**GIVEN DATA:**
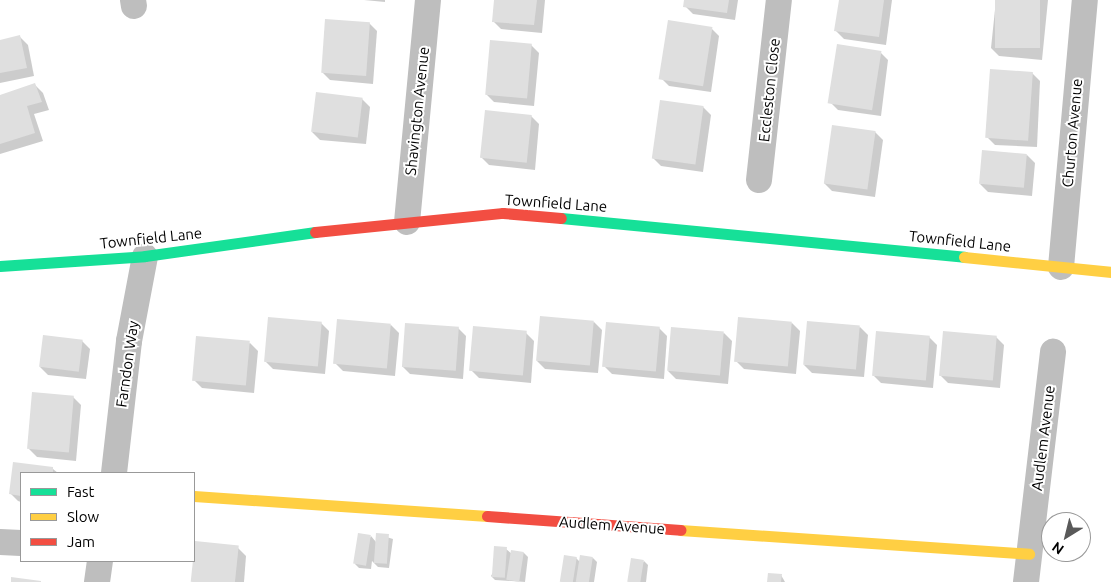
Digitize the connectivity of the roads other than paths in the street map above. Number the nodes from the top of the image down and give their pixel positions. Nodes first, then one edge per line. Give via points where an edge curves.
1 (428, 0) edge
2 (779, 0) edge
3 (1085, 0) edge
4 (760, 180) dead end
5 (407, 222) junction
6 (145, 256) junction
7 (0, 266) edge
8 (1061, 267) junction
9 (1111, 272) edge
10 (1053, 352) dead end
11 (114, 472) edge
12 (195, 496) edge
13 (0, 542) edge
14 (20, 543) edge
15 (1029, 554) junction
16 (100, 562) edge
17 (97, 582) edge
18 (1026, 582) edge

1 - 5 street, Shavington Avenue
2 - 4 street, Eccleston Close
3 - 8 street, Churton Avenue
5 - 6 street, Townfield Lane
5 - 8 street, Townfield Lane via 503,213
6 - 7 street, Townfield Lane
6 - 11 street, Farndon Way via 129,341
8 - 9 street, Townfield Lane
10 - 15 street, Audlem Avenue
12 - 15 street, Audlem Avenue
13 - 14 street
15 - 18 street, Audlem Avenue
16 - 17 street

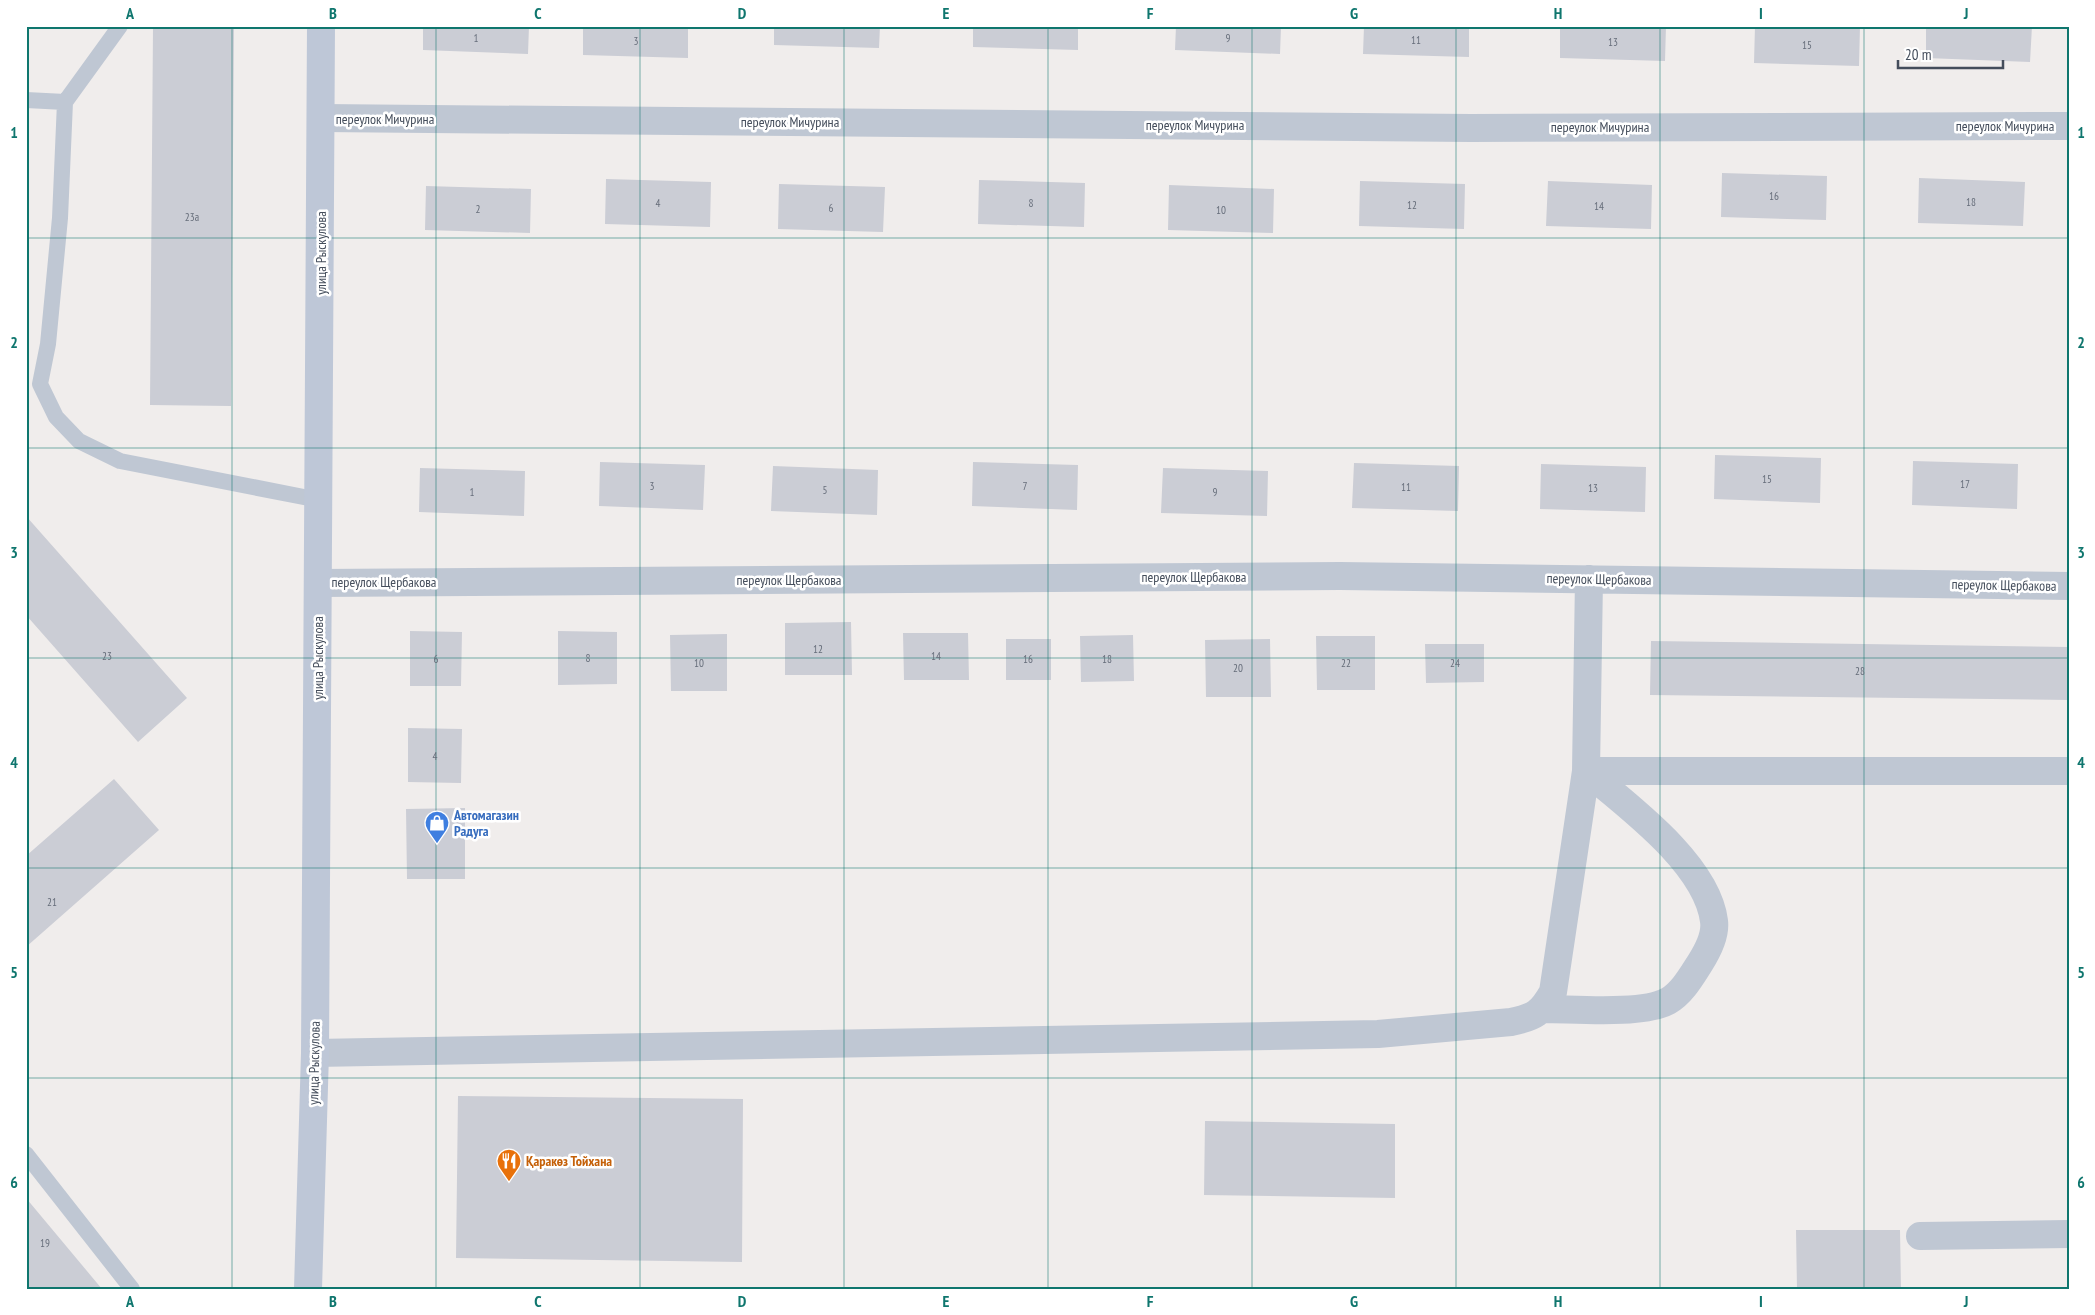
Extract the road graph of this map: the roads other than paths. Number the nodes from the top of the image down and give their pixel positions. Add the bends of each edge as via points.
1 (120, 26) edge
2 (321, 26) edge
3 (26, 100) edge
4 (65, 102) junction
5 (322, 118) junction
6 (2069, 126) edge
7 (33, 384) edge
8 (319, 500) junction
9 (1589, 579) junction
10 (318, 583) junction
11 (2069, 586) edge
12 (1586, 771) junction
13 (2069, 771) edge
14 (1544, 1009) junction
15 (315, 1053) junction
16 (26, 1154) edge
17 (2069, 1234) edge
18 (1920, 1236) dead end
19 (132, 1289) edge
20 (308, 1289) edge

1 - 4 lane
2 - 5 street, улица Рыскулова
3 - 4 lane
4 - 7 lane via 60,218 48,344
5 - 6 street, переулок Мичурина via 1471,128
5 - 8 street, улица Рыскулова
7 - 8 lane via 78,441 120,461
8 - 10 street, улица Рыскулова
9 - 10 street, переулок Щербакова via 1340,576
9 - 11 street, переулок Щербакова
9 - 12 street
10 - 15 street, улица Рыскулова
12 - 13 street
12 - 14 street via 1553,992
12 - 14 street via 1659,833 1688,866 1709,898 1715,923 1708,950 1685,986 1668,1001 1636,1010
14 - 15 street via 1530,1018 1512,1022 1378,1034
15 - 20 street, улица Рыскулова
16 - 19 lane
17 - 18 street

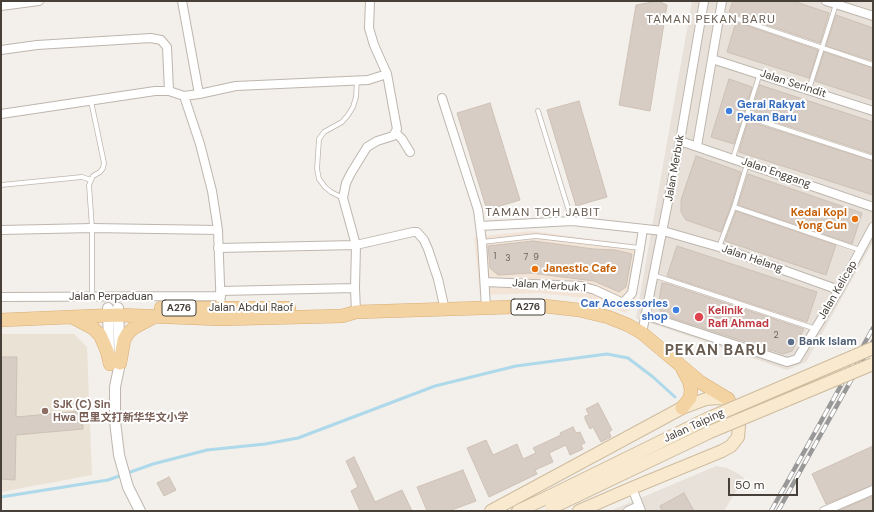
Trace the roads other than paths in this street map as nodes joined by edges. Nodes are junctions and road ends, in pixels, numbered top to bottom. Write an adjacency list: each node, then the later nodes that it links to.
1 (39, 1): 8 (street)
2 (182, 1): 20 (street)
3 (370, 1): 16 (street)
4 (704, 1): 29 (street, Jalan Merbuk)
5 (722, 1): 9 (street)
6 (826, 1): 7 (street)
7 (836, 4): 10 (street); 11 (lane)
8 (1, 6)
9 (720, 13): 11 (lane); 13 (street)
10 (873, 16)
11 (822, 47): 14 (lane); 18 (lane)
12 (1, 50): 19 (street)
13 (712, 59): 15 (street, Jalan Serindit); 30 (street)
14 (873, 65)
15 (760, 73): 18 (street, Jalan Serindit); 27 (lane)
16 (387, 74): 17 (street); 28 (street)
17 (357, 80): 20 (street); 37 (lane)
18 (809, 89): 24 (street, Jalan Serindit)
19 (169, 91): 21 (street); 23 (street)
20 (199, 94): 21 (street)
21 (184, 96): 46 (street)
22 (442, 98): 41 (street)
23 (91, 100): 26 (street); 35 (lane)
24 (873, 110)
25 (538, 111): 40 (lane)
26 (1, 114)
27 (746, 116): 32 (lane); 33 (lane)
28 (396, 134): 31 (street); 37 (street)
29 (680, 141): 30 (street, Jalan Enggang); 47 (street, Jalan Merbuk)
30 (697, 146): 32 (street, Jalan Enggang)
31 (410, 152)
32 (733, 158): 34 (street, Jalan Enggang)
33 (873, 158)
34 (747, 164): 38 (lane); 39 (street, Jalan Enggang)
35 (91, 180): 36 (lane); 43 (lane)
36 (1, 186)
37 (343, 198): 49 (street)
38 (734, 207): 50 (lane); 53 (lane)
39 (873, 207)
40 (572, 221): 41 (street, Jalan Helang); 44 (street, Jalan Helang)
41 (480, 226): 48 (street)
42 (873, 227): 53 (street, Jalan Kelicap)
43 (92, 228): 45 (street); 46 (street); 59 (lane)
44 (642, 229): 47 (street, Jalan Helang); 52 (street)
45 (1, 230)
46 (218, 230): 51 (street)
47 (663, 231): 50 (street, Jalan Helang); 54 (street, Jalan Merbuk)
48 (482, 242): 52 (lane); 55 (street)
49 (356, 245): 51 (street); 56 (street); 62 (street)
50 (719, 247): 57 (street, Jalan Helang)
51 (218, 248): 60 (street)
52 (640, 248): 55 (street, Jalan Merbuk 1)
53 (861, 250): 57 (street, Jalan Kelicap)
54 (653, 275): 66 (street, Jalan Merbuk); 70 (lane)
55 (485, 282): 61 (street)
56 (355, 288): 60 (street, Jalan Perpaduan); 64 (street)
57 (840, 290): 70 (street, Jalan Kelicap)
58 (1, 297): 59 (street, Jalan Perpaduan)
59 (92, 297): 60 (street, Jalan Perpaduan)
60 (221, 304): 63 (main road, Jalan Abdul Raof / A276); 64 (main road, Jalan Abdul Raof / A276); 68 (main road, Jalan Abdul Raof / A276)
61 (486, 308): 62 (main road, Jalan Abdul Raof / A276); 71 (main road, Jalan Abdul Raof / A276)
62 (445, 310): 64 (main road, Jalan Abdul Raof / A276)
63 (113, 312): 65 (main road, Jalan Abdul Raof / A276); 67 (main road, Jalan Abdul Raof / A276); 68 (main road, Jalan Abdul Raof / A276); 73 (street)
64 (356, 312)
65 (1, 313)
66 (645, 315): 70 (street, Jalan Kelicap); 71 (street, Jalan Merbuk)
67 (72, 317): 69 (main road, Jalan Abdul Raof / A276); 73 (main road)
68 (156, 317): 73 (main road)
69 (1, 320)
70 (816, 329)
71 (642, 334): 75 (main road, Jalan Abdul Raof / A276)
72 (873, 348): 80 (main road, Jalan Taiping, bridge)
73 (115, 364): 82 (street)
74 (873, 364): 80 (main road, Jalan Taiping, bridge)
75 (682, 368): 76 (main road, Jalan Abdul Raof); 77 (main road)
76 (728, 399): 77 (main road); 78 (main road)
77 (682, 408): 83 (main road)
78 (632, 488): 81 (street); 85 (main road)
79 (873, 490): 87 (street)
80 (547, 505): 84 (main road, Jalan Taiping)
81 (640, 509): 86 (street)
82 (140, 511)
83 (491, 511)
84 (518, 511)
85 (579, 511)
86 (628, 511)
87 (824, 511)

**WHAT TO PRODUCE:**
Images stay out, but the rest of the data above must be repeated exactly.

**SOLUTION:**
Digitize the connectivity of the roads other than paths in the street map above. Number the nodes from the top of the image down and give their pixel positions. Nodes first, then one edge per line. Give via points where an edge curves.
1 (428, 0) edge
2 (779, 0) edge
3 (1085, 0) edge
4 (760, 180) dead end
5 (407, 222) junction
6 (145, 256) junction
7 (0, 266) edge
8 (1061, 267) junction
9 (1111, 272) edge
10 (1053, 352) dead end
11 (114, 472) edge
12 (195, 496) edge
13 (0, 542) edge
14 (20, 543) edge
15 (1029, 554) junction
16 (100, 562) edge
17 (97, 582) edge
18 (1026, 582) edge

1 - 5 street, Shavington Avenue
2 - 4 street, Eccleston Close
3 - 8 street, Churton Avenue
5 - 6 street, Townfield Lane
5 - 8 street, Townfield Lane via 503,213
6 - 7 street, Townfield Lane
6 - 11 street, Farndon Way via 129,341
8 - 9 street, Townfield Lane
10 - 15 street, Audlem Avenue
12 - 15 street, Audlem Avenue
13 - 14 street
15 - 18 street, Audlem Avenue
16 - 17 street

Extract the road graph of this map: the roads other than paths. Number the nodes from the top of the image down and give their pixel positions. Add the bends of each edge as via points.
1 (120, 26) edge
2 (321, 26) edge
3 (26, 100) edge
4 (65, 102) junction
5 (322, 118) junction
6 (2069, 126) edge
7 (33, 384) edge
8 (319, 500) junction
9 (1589, 579) junction
10 (318, 583) junction
11 (2069, 586) edge
12 (1586, 771) junction
13 (2069, 771) edge
14 (1544, 1009) junction
15 (315, 1053) junction
16 (26, 1154) edge
17 (2069, 1234) edge
18 (1920, 1236) dead end
19 (132, 1289) edge
20 (308, 1289) edge

1 - 4 lane
2 - 5 street, улица Рыскулова
3 - 4 lane
4 - 7 lane via 60,218 48,344
5 - 6 street, переулок Мичурина via 1471,128
5 - 8 street, улица Рыскулова
7 - 8 lane via 78,441 120,461
8 - 10 street, улица Рыскулова
9 - 10 street, переулок Щербакова via 1340,576
9 - 11 street, переулок Щербакова
9 - 12 street
10 - 15 street, улица Рыскулова
12 - 13 street
12 - 14 street via 1553,992
12 - 14 street via 1659,833 1688,866 1709,898 1715,923 1708,950 1685,986 1668,1001 1636,1010
14 - 15 street via 1530,1018 1512,1022 1378,1034
15 - 20 street, улица Рыскулова
16 - 19 lane
17 - 18 street

Trace the roads other than paths in this street map as nodes joined by edges. Nodes are junctions and road ends, in pixels, numbered top to bottom. Write an adjacency list: each node, then the later nodes that it links to.
1 (39, 1): 8 (street)
2 (182, 1): 20 (street)
3 (370, 1): 16 (street)
4 (704, 1): 29 (street, Jalan Merbuk)
5 (722, 1): 9 (street)
6 (826, 1): 7 (street)
7 (836, 4): 10 (street); 11 (lane)
8 (1, 6)
9 (720, 13): 11 (lane); 13 (street)
10 (873, 16)
11 (822, 47): 14 (lane); 18 (lane)
12 (1, 50): 19 (street)
13 (712, 59): 15 (street, Jalan Serindit); 30 (street)
14 (873, 65)
15 (760, 73): 18 (street, Jalan Serindit); 27 (lane)
16 (387, 74): 17 (street); 28 (street)
17 (357, 80): 20 (street); 37 (lane)
18 (809, 89): 24 (street, Jalan Serindit)
19 (169, 91): 21 (street); 23 (street)
20 (199, 94): 21 (street)
21 (184, 96): 46 (street)
22 (442, 98): 41 (street)
23 (91, 100): 26 (street); 35 (lane)
24 (873, 110)
25 (538, 111): 40 (lane)
26 (1, 114)
27 (746, 116): 32 (lane); 33 (lane)
28 (396, 134): 31 (street); 37 (street)
29 (680, 141): 30 (street, Jalan Enggang); 47 (street, Jalan Merbuk)
30 (697, 146): 32 (street, Jalan Enggang)
31 (410, 152)
32 (733, 158): 34 (street, Jalan Enggang)
33 (873, 158)
34 (747, 164): 38 (lane); 39 (street, Jalan Enggang)
35 (91, 180): 36 (lane); 43 (lane)
36 (1, 186)
37 (343, 198): 49 (street)
38 (734, 207): 50 (lane); 53 (lane)
39 (873, 207)
40 (572, 221): 41 (street, Jalan Helang); 44 (street, Jalan Helang)
41 (480, 226): 48 (street)
42 (873, 227): 53 (street, Jalan Kelicap)
43 (92, 228): 45 (street); 46 (street); 59 (lane)
44 (642, 229): 47 (street, Jalan Helang); 52 (street)
45 (1, 230)
46 (218, 230): 51 (street)
47 (663, 231): 50 (street, Jalan Helang); 54 (street, Jalan Merbuk)
48 (482, 242): 52 (lane); 55 (street)
49 (356, 245): 51 (street); 56 (street); 62 (street)
50 (719, 247): 57 (street, Jalan Helang)
51 (218, 248): 60 (street)
52 (640, 248): 55 (street, Jalan Merbuk 1)
53 (861, 250): 57 (street, Jalan Kelicap)
54 (653, 275): 66 (street, Jalan Merbuk); 70 (lane)
55 (485, 282): 61 (street)
56 (355, 288): 60 (street, Jalan Perpaduan); 64 (street)
57 (840, 290): 70 (street, Jalan Kelicap)
58 (1, 297): 59 (street, Jalan Perpaduan)
59 (92, 297): 60 (street, Jalan Perpaduan)
60 (221, 304): 63 (main road, Jalan Abdul Raof / A276); 64 (main road, Jalan Abdul Raof / A276); 68 (main road, Jalan Abdul Raof / A276)
61 (486, 308): 62 (main road, Jalan Abdul Raof / A276); 71 (main road, Jalan Abdul Raof / A276)
62 (445, 310): 64 (main road, Jalan Abdul Raof / A276)
63 (113, 312): 65 (main road, Jalan Abdul Raof / A276); 67 (main road, Jalan Abdul Raof / A276); 68 (main road, Jalan Abdul Raof / A276); 73 (street)
64 (356, 312)
65 (1, 313)
66 (645, 315): 70 (street, Jalan Kelicap); 71 (street, Jalan Merbuk)
67 (72, 317): 69 (main road, Jalan Abdul Raof / A276); 73 (main road)
68 (156, 317): 73 (main road)
69 (1, 320)
70 (816, 329)
71 (642, 334): 75 (main road, Jalan Abdul Raof / A276)
72 (873, 348): 80 (main road, Jalan Taiping, bridge)
73 (115, 364): 82 (street)
74 (873, 364): 80 (main road, Jalan Taiping, bridge)
75 (682, 368): 76 (main road, Jalan Abdul Raof); 77 (main road)
76 (728, 399): 77 (main road); 78 (main road)
77 (682, 408): 83 (main road)
78 (632, 488): 81 (street); 85 (main road)
79 (873, 490): 87 (street)
80 (547, 505): 84 (main road, Jalan Taiping)
81 (640, 509): 86 (street)
82 (140, 511)
83 (491, 511)
84 (518, 511)
85 (579, 511)
86 (628, 511)
87 (824, 511)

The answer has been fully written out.